Even if statistics come from a trustworthy source (which they often do) it is important to understand what they actually mean, especially when it comes to considering policy. Consider this; recent statistics issued by DEFRA indicate that "Bovine tuberculosis (TB) led to the slaughter of more than 38,000 cows in Great Britain in 2012, a nearly 10% increase on 2011 figures." Farming Minister David Heath said it proved there was a need to cull badgers to prevent further spread of the disease but commits a logical fallacy in doing so. A quick google search for "badger cull evidence" reveals numerous sources that indicate that culling badgers will be largely ineffective in trying to combat bovine tuberculosis yet the cull is still going ahead. Ben Goldacre examines the evidence here and I think you can draw your own conclusion. Newspapers and politicians often try and hoodwink people with spurious links in statistical evidence, so it is more important than ever to view things with a critical eye.

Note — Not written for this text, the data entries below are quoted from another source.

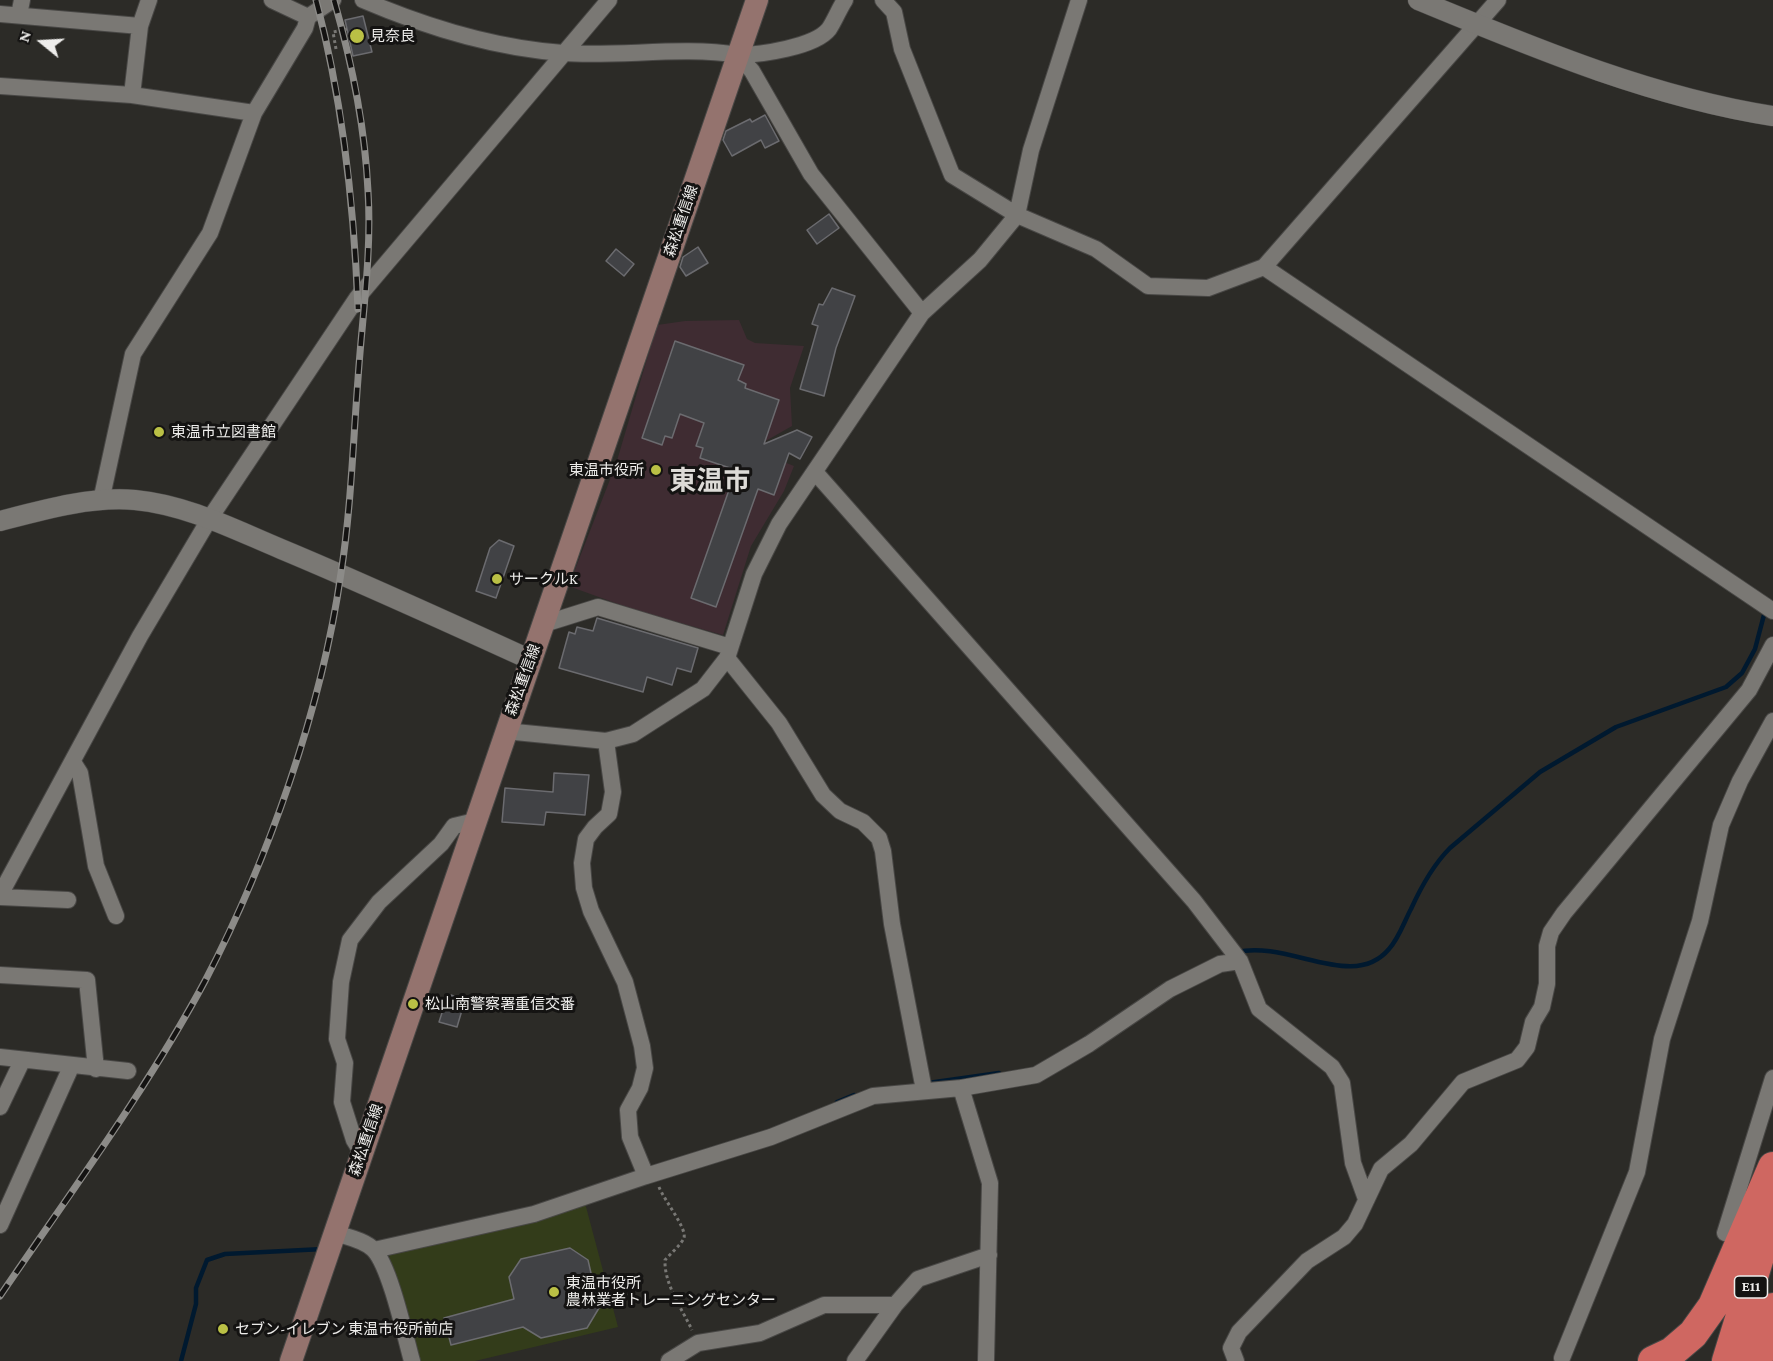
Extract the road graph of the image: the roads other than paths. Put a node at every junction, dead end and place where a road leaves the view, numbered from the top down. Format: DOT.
graph roads {
  1 [pos="149,0"];
  2 [pos="272,0"];
  3 [pos="333,0"];
  4 [pos="363,0"];
  5 [pos="609,0"];
  6 [pos="757,0"];
  7 [pos="845,0"];
  8 [pos="883,0"];
  9 [pos="1079,0"];
  10 [pos="1418,0"];
  11 [pos="1498,0"];
  12 [pos="21,8"];
  13 [pos="0,14"];
  14 [pos="309,17"];
  15 [pos="1477,24"];
  16 [pos="140,26"];
  17 [pos="563,53"];
  18 [pos="738,56"];
  19 [pos="0,86"];
  20 [pos="132,96"];
  21 [pos="254,113"];
  22 [pos="1773,116"];
  23 [pos="1017,215"];
  24 [pos="1264,267"];
  25 [pos="922,313"];
  26 [pos="815,472"];
  27 [pos="101,501"];
  28 [pos="210,518"];
  29 [pos="0,521"];
  30 [pos="1767,607"];
  31 [pos="544,624"];
  32 [pos="1773,645"];
  33 [pos="728,652"];
  34 [pos="531,660"];
  35 [pos="1773,721"];
  36 [pos="505,731"];
  37 [pos="606,741"];
  38 [pos="73,762"];
  39 [pos="475,820"];
  40 [pos="0,896"];
  41 [pos="68,900"];
  42 [pos="116,916"];
  43 [pos="1239,961"];
  44 [pos="0,975"];
  45 [pos="0,1057"];
  46 [pos="22,1061"];
  47 [pos="70,1067"];
  48 [pos="96,1069"];
  49 [pos="128,1071"];
  50 [pos="1773,1078"];
  51 [pos="961,1088"];
  52 [pos="924,1090"];
  53 [pos="1771,1098"];
  54 [pos="0,1107"];
  55 [pos="362,1153"];
  56 [pos="1773,1167"];
  57 [pos="650,1175"];
  58 [pos="1366,1199"];
  59 [pos="1773,1212"];
  60 [pos="0,1225"];
  61 [pos="335,1233"];
  62 [pos="1725,1233"];
  63 [pos="374,1250"];
  64 [pos="989,1255"];
  65 [pos="895,1305"];
  66 [pos="1773,1308"];
  67 [pos="1562,1358"];
  68 [pos="291,1361"];
  69 [pos="411,1361"];
  70 [pos="669,1361"];
  71 [pos="855,1361"];
  72 [pos="986,1361"];
  73 [pos="1236,1361"];
  74 [pos="1653,1361"];
  75 [pos="1727,1361"];
  76 [pos="1757,1361"];
  1 -- 16 [label="street"];
  2 -- 14 [label="street"];
  3 -- 14 [label="street"];
  4 -- 17 [label="street"];
  5 -- 17 [label="street"];
  6 -- 18 [label="main road, 森松重信線"];
  7 -- 18 [label="street"];
  8 -- 23 [label="street"];
  9 -- 23 [label="street"];
  10 -- 15 [label="street"];
  11 -- 15 [label="street"];
  12 -- 13 [label="street"];
  12 -- 16 [label="street"];
  14 -- 21 [label="street"];
  15 -- 22 [label="street"];
  15 -- 24 [label="street"];
  16 -- 20 [label="street"];
  17 -- 18 [label="street"];
  17 -- 28 [label="street"];
  18 -- 25 [label="street"];
  18 -- 31 [label="main road, 森松重信線"];
  19 -- 20 [label="street"];
  20 -- 21 [label="street"];
  21 -- 27 [label="street"];
  23 -- 24 [label="street"];
  23 -- 25 [label="street"];
  24 -- 30 [label="street"];
  25 -- 26 [label="street"];
  26 -- 33 [label="street"];
  26 -- 43 [label="street"];
  27 -- 28 [label="street"];
  27 -- 29 [label="street"];
  28 -- 34 [label="street"];
  28 -- 38 [label="street"];
  31 -- 33 [label="street"];
  31 -- 34 [label="main road, 森松重信線"];
  32 -- 58 [label="street"];
  33 -- 37 [label="street"];
  33 -- 52 [label="street"];
  34 -- 36 [label="main road, 森松重信線"];
  35 -- 67 [label="street"];
  36 -- 37 [label="street"];
  36 -- 39 [label="main road, 森松重信線"];
  37 -- 57 [label="street"];
  38 -- 40 [label="street"];
  38 -- 42 [label="street"];
  39 -- 55 [label="main road, 森松重信線"];
  39 -- 55 [label="street"];
  40 -- 41 [label="street"];
  43 -- 51 [label="street"];
  43 -- 58 [label="street"];
  44 -- 48 [label="street"];
  45 -- 46 [label="street"];
  46 -- 47 [label="street"];
  46 -- 54 [label="street"];
  47 -- 48 [label="street"];
  47 -- 60 [label="street"];
  48 -- 49 [label="street"];
  50 -- 53 [label="street"];
  51 -- 52 [label="street"];
  51 -- 64 [label="street"];
  52 -- 57 [label="street"];
  53 -- 62 [label="street"];
  55 -- 61 [label="main road, 森松重信線"];
  56 -- 74 [label="highway"];
  57 -- 63 [label="street"];
  58 -- 73 [label="street"];
  59 -- 75 [label="highway, E11"];
  61 -- 63 [label="street"];
  61 -- 68 [label="main road, 森松重信線"];
  63 -- 69 [label="street"];
  64 -- 65 [label="street"];
  64 -- 72 [label="street"];
  65 -- 70 [label="street"];
  65 -- 71 [label="street"];
  66 -- 76 [label="highway, E11"];
}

A lack of knowledge makes it extremely difficult to be pragmatic. A lot of people are up in arms about the recent cut in corporation tax in this country, as it is "not fair" when people are enduring slashes to their welfare. This may be the case; but if it means that lower taxes will attract greater investment from abroad thus increasing the total amount of tax revenue we have to invest in our schools and hospitals and indeed back into the welfare budget then it cannot be a bad thing. If however, the higher rate of corporation tax would not cause capital flight, then I say tax the rich bastards through the teeth. I don't know what the optimal tax rate is, research diverges on this subject and it's hard for your average joe not studying econometrics to understand any reports on this. Why isn't more information in simple English that we can all understand more readily available? If it is the case that rich toffs must fore-go paying tax for the good of us all, then we'll need some more convincing reports than what we currently have. Similarly we must be wary of the unintentioned consequences that policies that are supposedly designed to help the less fortunate have.

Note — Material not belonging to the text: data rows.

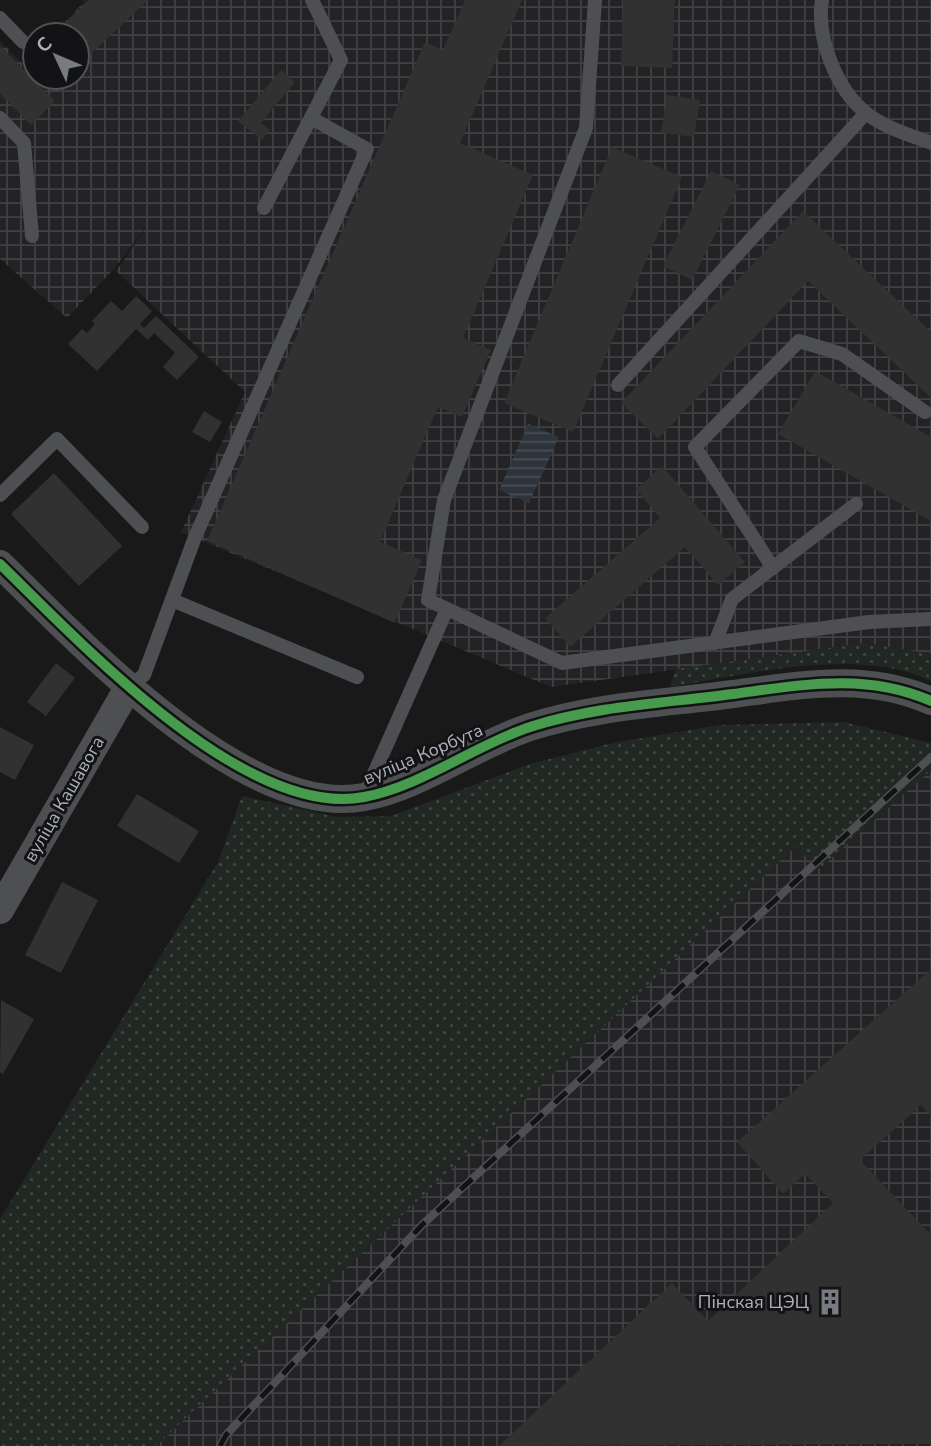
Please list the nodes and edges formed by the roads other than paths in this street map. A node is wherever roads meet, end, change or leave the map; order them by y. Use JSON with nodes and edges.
{"nodes":[{"id":1,"x":312,"y":0,"type":"edge"},
{"id":2,"x":595,"y":0,"type":"edge"},
{"id":3,"x":822,"y":0,"type":"edge"},
{"id":4,"x":0,"y":18,"type":"edge"},
{"id":5,"x":21,"y":40,"type":"edge"},
{"id":6,"x":866,"y":113,"type":"junction"},
{"id":7,"x":0,"y":118,"type":"edge"},
{"id":8,"x":311,"y":118,"type":"junction"},
{"id":9,"x":931,"y":143,"type":"edge"},
{"id":10,"x":264,"y":208,"type":"dead end"},
{"id":11,"x":32,"y":236,"type":"dead end"},
{"id":12,"x":618,"y":385,"type":"dead end"},
{"id":13,"x":925,"y":412,"type":"dead end"},
{"id":14,"x":0,"y":495,"type":"edge"},
{"id":15,"x":856,"y":503,"type":"dead end"},
{"id":16,"x":142,"y":527,"type":"dead end"},
{"id":17,"x":0,"y":564,"type":"edge"},
{"id":18,"x":773,"y":568,"type":"junction"},
{"id":19,"x":172,"y":600,"type":"junction"},
{"id":20,"x":447,"y":609,"type":"junction"},
{"id":21,"x":931,"y":619,"type":"edge"},
{"id":22,"x":715,"y":643,"type":"junction"},
{"id":23,"x":357,"y":677,"type":"dead end"},
{"id":24,"x":128,"y":688,"type":"junction"},
{"id":25,"x":931,"y":701,"type":"edge"},
{"id":26,"x":363,"y":798,"type":"junction"},
{"id":27,"x":0,"y":910,"type":"edge"}],
"edges":[{"from":1,"to":8,"type":"lane"},
{"from":2,"to":20,"type":"lane"},
{"from":3,"to":6,"type":"lane"},
{"from":4,"to":5,"type":"lane"},
{"from":6,"to":9,"type":"lane"},
{"from":6,"to":12,"type":"lane"},
{"from":7,"to":11,"type":"lane"},
{"from":8,"to":10,"type":"lane"},
{"from":8,"to":19,"type":"lane"},
{"from":13,"to":18,"type":"lane"},
{"from":14,"to":16,"type":"lane"},
{"from":15,"to":18,"type":"lane"},
{"from":17,"to":24,"type":"street","name":"вуліца Корбута"},
{"from":18,"to":22,"type":"lane"},
{"from":19,"to":23,"type":"lane"},
{"from":19,"to":24,"type":"lane"},
{"from":20,"to":22,"type":"lane"},
{"from":20,"to":26,"type":"lane"},
{"from":21,"to":22,"type":"lane"},
{"from":24,"to":26,"type":"street","name":"вуліца Корбута"},
{"from":24,"to":27,"type":"street","name":"вуліца Кашавога"},
{"from":25,"to":26,"type":"street","name":"вуліца Корбута"}]}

But even if we have policy makers with their eyes on the right statistics all drawing logical conclusions from them, is that a guarantee of evidence based policy? This brings me to "Workfare"; a scheme obviously that is not supported by the left-wing because there is nothing equal about working for free in a company where the top staff are drawing six figure salaries. But more surprisingly maybe, it is not congruent with even "proper" right-wing political theory; if you really believe in cut-throat capitalism then workfare only serves to distort market mechanisms by providing a subsidy in the form of free labour. Not only is workfare an ideological nightmare no matter what your political perspective, a report by the DWP itself concluded that workfare was not useful. What can we conclude from the fact that politicians are often making policy decisions that appear to be on shaky ground?

We have a real crisis of knowledge when no one believes what they read anymore and the politicians steamroll on regardless of the evidence. What's the answer? Be sceptical. Keep reading. Keep debating. Don't dismiss anyone immediately. Listen to everyone and maybe that's the way to change the world.

I want to leave you with this article by Tim Worstall on why it doesn't matter who funds thinktanks. Has he made a coherent argument, or does he just have a bias against "idiot hippies" as he calls them? How does that little spate of name-calling affect his argument? I want you to think about that.


  1. I'm confused that the Business Department is still funding a left-wing think tank (or was in 2012).

    Did they get Lord Mandleson or someone else in Labour to agree to x years of funding, and the ConDems couldn't go back on it?

    1. I'm not sure how these things work, maybe a variety of thinktanks just get government funding for the purpose of being a well-rounded knowledgeable society (although maybe not given the tone of my post).

      If thinktanks were just government sockpuppets then surely their opinions would change every now and then! However it would explain why the director of "left-wing" thinktank Demos has suddenly been coming out with racist claptrap.